Jaime Muñoz

Personal information
- Full name: Jaime Alberto Muñoz Zúñiga
- Date of birth: 3 August 1959 (age 66)
- Place of birth: Los Andes, Chile
- Position: Centre-back

Senior career*
- Years: Team / Apps / (Gls)
- 1982–1988: Deportes La Serena / 22+ / (0)
- 1988: Coquimbo Unido
- 1989: Cobresal / 7 / (0)
- 1990–1994: Coquimbo Unido / 100 / (2)
- 1994–1997: Deportes Concepción / 74 / (1)

Managerial career
- Coquimbo Unido (youth)
- 2009: Coquimbo Unido (interim)
- 2011: Coquimbo Unido (interim)
- 2012: Coquimbo Unido (interim)
- 2013–2014: Deportes Antofagasta (youth)
- 2013–2014: Deportes Antofagasta (assistant)
- 2014: Deportes Antofagasta (interim)
- 2014: Coquimbo Unido
- 2014: Coquimbo Unido (youth)
- 2015: Trasandino (youth)

= Jaime Muñoz =

Chilean footballer

Jaime Alberto Muñoz Zúñiga (born 3 August 1959) is a Chilean football manager and former player who played as a centre-back.

==Club career==
A centre-back, Muñoz developed all his career in his homeland playing for Deportes La Serena, Coquimbo Unido, Cobresal and Deportes Concepción.
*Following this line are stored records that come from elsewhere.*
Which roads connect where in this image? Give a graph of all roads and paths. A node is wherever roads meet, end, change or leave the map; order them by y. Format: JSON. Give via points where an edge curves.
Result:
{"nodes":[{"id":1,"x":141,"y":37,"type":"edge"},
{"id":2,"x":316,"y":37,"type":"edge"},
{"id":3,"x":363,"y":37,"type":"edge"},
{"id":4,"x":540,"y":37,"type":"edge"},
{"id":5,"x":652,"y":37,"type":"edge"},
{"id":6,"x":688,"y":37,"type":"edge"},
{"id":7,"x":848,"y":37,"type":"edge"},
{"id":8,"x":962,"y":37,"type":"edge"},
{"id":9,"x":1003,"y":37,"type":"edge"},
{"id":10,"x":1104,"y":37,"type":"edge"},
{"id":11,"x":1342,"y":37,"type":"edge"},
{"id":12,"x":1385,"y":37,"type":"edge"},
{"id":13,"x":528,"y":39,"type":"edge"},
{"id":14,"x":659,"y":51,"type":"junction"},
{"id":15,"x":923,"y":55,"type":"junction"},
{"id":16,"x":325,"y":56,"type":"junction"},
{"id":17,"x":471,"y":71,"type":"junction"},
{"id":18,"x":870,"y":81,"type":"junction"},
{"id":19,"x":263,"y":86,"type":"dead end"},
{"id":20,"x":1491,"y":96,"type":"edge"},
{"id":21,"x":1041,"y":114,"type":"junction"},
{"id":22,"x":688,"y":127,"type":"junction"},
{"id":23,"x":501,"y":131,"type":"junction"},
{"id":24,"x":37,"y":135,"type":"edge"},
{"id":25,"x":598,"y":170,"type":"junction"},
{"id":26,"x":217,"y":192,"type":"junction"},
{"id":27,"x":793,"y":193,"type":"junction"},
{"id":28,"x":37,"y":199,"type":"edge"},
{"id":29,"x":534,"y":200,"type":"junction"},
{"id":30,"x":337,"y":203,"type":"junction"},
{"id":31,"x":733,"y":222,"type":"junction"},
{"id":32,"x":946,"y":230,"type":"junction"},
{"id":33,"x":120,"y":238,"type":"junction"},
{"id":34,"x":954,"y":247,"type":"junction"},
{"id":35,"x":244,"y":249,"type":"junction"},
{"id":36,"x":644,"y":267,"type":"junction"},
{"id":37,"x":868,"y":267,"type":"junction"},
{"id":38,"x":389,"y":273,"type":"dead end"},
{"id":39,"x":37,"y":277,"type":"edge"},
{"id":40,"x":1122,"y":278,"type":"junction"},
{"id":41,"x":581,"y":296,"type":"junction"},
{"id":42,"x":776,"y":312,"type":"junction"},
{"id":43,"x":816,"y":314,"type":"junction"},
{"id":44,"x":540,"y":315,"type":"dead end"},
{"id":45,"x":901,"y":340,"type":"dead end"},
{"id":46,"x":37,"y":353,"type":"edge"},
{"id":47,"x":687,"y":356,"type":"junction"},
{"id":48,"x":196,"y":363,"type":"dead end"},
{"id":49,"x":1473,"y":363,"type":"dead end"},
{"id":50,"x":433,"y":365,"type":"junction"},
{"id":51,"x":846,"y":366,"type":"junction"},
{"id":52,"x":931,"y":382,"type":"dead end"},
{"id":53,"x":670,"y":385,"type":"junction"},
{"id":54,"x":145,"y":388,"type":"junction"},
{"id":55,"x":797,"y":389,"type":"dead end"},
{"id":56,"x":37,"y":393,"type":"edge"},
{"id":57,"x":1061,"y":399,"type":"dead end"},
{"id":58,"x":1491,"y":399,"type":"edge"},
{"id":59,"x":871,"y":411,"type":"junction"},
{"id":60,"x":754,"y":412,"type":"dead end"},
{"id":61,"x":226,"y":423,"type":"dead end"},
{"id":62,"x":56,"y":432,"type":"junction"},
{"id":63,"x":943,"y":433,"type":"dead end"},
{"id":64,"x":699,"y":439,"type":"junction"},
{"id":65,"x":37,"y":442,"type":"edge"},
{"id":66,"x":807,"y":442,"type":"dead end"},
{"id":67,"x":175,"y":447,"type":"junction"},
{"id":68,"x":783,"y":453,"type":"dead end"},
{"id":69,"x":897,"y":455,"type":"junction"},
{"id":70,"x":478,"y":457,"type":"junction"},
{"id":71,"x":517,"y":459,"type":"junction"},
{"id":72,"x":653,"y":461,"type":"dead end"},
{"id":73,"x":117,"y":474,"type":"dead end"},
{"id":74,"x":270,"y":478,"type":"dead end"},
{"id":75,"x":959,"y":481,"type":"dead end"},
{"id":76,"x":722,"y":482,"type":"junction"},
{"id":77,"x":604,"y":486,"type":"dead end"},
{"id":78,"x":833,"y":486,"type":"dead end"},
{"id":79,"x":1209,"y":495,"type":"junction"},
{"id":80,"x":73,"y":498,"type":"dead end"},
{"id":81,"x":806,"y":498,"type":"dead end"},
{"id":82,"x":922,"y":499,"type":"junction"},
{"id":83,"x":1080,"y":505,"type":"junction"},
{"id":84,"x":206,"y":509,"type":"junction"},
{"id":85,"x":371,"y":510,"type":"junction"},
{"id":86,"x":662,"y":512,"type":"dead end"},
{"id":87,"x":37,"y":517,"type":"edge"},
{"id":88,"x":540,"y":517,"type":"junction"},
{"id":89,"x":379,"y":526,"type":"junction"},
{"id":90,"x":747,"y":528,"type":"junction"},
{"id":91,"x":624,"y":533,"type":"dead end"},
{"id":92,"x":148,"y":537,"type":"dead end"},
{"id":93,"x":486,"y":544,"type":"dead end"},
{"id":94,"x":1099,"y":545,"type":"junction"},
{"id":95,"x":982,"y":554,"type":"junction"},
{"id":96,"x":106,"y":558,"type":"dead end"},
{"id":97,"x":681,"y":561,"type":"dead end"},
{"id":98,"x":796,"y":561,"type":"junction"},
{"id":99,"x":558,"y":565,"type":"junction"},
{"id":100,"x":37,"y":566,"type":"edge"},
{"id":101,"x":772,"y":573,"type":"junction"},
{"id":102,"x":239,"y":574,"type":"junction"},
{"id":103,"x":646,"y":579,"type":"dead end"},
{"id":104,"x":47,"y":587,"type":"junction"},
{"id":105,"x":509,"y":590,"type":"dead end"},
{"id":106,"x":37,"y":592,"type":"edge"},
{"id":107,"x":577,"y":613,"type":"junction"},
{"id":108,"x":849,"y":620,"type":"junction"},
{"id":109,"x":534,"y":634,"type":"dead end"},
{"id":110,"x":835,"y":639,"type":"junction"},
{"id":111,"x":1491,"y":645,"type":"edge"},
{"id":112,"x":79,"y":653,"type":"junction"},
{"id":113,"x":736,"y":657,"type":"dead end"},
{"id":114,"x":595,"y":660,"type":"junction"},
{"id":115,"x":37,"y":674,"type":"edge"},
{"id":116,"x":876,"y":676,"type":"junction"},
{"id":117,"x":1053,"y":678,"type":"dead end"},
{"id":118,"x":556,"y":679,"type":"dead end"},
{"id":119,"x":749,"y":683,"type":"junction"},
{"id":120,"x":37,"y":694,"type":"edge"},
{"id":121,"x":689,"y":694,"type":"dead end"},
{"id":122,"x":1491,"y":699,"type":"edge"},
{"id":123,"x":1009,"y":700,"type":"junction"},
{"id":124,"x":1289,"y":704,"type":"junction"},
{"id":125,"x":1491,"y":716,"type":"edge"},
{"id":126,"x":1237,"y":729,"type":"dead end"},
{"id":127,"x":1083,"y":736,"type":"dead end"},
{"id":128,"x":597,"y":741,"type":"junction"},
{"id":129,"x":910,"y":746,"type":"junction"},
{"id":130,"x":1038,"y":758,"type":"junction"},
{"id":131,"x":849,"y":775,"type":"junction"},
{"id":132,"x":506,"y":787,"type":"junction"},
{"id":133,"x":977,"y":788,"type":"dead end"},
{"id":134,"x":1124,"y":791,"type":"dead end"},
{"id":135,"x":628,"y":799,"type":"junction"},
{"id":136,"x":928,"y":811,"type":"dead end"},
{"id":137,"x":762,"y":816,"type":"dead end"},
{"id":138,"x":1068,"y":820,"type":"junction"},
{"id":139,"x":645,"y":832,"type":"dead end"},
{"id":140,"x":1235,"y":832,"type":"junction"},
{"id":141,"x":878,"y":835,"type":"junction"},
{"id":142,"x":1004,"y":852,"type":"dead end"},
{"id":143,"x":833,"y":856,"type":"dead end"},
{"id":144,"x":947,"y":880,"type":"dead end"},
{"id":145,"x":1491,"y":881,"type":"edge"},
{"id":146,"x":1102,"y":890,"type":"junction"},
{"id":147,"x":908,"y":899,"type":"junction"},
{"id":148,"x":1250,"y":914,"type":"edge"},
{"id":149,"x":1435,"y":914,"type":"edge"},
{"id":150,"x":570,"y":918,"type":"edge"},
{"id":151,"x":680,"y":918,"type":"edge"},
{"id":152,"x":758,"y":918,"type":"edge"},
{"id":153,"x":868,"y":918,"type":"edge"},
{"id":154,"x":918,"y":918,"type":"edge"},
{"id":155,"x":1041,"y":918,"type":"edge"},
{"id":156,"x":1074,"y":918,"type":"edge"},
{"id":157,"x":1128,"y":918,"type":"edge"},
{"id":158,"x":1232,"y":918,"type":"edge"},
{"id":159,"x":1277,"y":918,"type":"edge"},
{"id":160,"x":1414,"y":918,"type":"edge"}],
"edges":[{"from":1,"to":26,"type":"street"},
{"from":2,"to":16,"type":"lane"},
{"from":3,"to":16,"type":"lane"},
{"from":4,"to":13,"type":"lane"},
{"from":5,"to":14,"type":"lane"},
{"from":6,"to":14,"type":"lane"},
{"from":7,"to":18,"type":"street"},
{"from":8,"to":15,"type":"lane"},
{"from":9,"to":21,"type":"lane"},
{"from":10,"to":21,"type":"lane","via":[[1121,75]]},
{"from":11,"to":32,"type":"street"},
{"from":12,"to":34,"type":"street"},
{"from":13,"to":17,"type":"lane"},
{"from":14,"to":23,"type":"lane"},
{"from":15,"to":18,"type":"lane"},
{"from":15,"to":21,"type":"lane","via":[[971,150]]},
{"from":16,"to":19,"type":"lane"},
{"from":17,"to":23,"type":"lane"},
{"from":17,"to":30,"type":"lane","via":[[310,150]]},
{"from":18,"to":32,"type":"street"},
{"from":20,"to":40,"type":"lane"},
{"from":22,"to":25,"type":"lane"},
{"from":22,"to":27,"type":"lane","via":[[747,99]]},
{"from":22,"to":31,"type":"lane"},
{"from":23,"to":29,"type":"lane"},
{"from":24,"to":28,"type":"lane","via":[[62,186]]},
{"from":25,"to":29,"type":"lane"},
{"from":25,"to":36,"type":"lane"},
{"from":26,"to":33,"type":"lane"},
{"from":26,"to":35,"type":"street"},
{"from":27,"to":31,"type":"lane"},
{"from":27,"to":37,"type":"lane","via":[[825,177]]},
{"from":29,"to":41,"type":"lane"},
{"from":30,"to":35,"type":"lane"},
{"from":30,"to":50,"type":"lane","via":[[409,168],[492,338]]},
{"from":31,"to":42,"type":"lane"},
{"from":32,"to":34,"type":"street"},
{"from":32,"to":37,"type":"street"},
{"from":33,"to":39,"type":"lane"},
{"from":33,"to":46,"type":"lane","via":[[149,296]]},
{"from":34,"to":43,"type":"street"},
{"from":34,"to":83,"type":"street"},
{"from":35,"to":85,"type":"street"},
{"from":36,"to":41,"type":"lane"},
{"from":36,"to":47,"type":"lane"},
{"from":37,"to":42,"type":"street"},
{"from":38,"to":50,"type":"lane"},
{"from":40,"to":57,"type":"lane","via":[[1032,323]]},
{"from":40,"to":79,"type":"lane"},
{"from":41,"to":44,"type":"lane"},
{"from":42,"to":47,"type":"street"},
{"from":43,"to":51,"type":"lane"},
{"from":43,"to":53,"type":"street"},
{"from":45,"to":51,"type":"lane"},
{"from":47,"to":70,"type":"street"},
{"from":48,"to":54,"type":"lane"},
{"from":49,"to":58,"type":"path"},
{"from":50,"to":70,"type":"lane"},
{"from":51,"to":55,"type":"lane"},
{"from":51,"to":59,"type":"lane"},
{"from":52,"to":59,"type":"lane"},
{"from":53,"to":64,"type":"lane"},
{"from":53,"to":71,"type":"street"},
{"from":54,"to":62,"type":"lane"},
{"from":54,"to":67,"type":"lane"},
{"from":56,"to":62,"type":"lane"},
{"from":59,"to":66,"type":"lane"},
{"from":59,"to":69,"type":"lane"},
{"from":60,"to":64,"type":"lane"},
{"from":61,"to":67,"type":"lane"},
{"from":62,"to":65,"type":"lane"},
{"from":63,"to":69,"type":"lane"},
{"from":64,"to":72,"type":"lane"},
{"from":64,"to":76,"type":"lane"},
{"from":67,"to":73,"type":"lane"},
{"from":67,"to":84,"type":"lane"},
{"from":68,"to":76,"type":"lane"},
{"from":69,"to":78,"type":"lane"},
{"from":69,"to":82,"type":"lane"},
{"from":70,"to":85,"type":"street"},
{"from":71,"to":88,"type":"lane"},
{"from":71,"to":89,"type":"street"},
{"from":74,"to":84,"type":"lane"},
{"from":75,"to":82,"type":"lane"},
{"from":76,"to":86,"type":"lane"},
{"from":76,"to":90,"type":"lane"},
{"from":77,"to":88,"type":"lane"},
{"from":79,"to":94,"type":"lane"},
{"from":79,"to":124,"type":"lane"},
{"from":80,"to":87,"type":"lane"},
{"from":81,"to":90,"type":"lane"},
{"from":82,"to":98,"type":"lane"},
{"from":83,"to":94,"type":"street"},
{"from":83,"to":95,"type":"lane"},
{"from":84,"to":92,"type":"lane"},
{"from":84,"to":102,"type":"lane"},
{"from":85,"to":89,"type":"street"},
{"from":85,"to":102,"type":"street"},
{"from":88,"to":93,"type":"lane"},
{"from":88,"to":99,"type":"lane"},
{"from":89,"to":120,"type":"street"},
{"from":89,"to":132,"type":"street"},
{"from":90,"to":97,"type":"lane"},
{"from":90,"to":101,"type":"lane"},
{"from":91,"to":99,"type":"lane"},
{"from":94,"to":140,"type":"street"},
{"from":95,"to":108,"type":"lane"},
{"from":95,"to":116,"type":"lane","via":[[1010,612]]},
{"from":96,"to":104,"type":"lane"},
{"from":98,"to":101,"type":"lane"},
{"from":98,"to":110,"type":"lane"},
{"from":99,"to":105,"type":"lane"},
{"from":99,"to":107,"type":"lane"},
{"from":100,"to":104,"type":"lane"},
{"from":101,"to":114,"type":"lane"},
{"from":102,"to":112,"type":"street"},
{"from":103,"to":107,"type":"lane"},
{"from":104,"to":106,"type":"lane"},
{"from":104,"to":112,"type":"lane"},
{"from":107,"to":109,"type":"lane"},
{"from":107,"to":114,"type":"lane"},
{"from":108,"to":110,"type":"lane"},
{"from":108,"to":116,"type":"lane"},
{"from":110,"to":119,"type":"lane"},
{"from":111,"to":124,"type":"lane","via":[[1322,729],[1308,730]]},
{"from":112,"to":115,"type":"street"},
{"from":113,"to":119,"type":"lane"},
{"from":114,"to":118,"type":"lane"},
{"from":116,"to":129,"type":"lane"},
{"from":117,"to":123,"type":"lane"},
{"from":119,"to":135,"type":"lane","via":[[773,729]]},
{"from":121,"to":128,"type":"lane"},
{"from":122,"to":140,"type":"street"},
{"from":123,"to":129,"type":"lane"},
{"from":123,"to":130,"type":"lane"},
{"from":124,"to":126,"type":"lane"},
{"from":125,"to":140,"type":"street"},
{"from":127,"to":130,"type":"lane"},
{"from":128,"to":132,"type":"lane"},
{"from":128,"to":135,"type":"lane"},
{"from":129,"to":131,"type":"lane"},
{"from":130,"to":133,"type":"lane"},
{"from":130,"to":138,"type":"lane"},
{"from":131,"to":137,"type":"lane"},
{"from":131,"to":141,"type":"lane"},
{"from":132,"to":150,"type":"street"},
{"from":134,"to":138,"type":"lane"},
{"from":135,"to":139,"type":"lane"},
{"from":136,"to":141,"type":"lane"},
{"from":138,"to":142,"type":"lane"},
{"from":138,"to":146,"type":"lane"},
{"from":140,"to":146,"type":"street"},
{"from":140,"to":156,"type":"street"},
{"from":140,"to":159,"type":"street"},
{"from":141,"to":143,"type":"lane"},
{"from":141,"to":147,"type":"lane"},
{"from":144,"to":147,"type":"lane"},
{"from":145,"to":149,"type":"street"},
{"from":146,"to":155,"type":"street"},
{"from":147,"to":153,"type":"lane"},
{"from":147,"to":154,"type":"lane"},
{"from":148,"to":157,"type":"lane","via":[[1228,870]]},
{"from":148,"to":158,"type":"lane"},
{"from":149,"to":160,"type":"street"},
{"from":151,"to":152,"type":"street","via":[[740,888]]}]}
As a member of Deportes La Serena, Muñoz helped them to get promotion to the Chilean Primera División in the 1983 and the 1987 seasons.

A member of the Coquimbo Unido squad that got promotion to the Chilean Primera División in 1990, Muñoz helped them to become the 1991 Primera División runners-up and took part in the 1992 Copa Libertadores, the first international tournament for the club.

==Coaching career==
Muñoz has coached and led the youth systems of Coquimbo Unido and Deportes Antofagasta. He assumed as interim manager of the Coquimbo Unido first team in 2009, 2011 and 2012.

As the assistant coach of Gustavo Huerta, Muñoz assumed as interim manager of the Deportes Antofagasta first team in the 2014 Torneo Clausura Primera División. In the 2014 Torneo Apertura Primera B, he assumed as the head coach of Coquimbo Unido, switching to the youth system in October.

In 2015, Muñoz served as coach for the Trasandino youth ranks.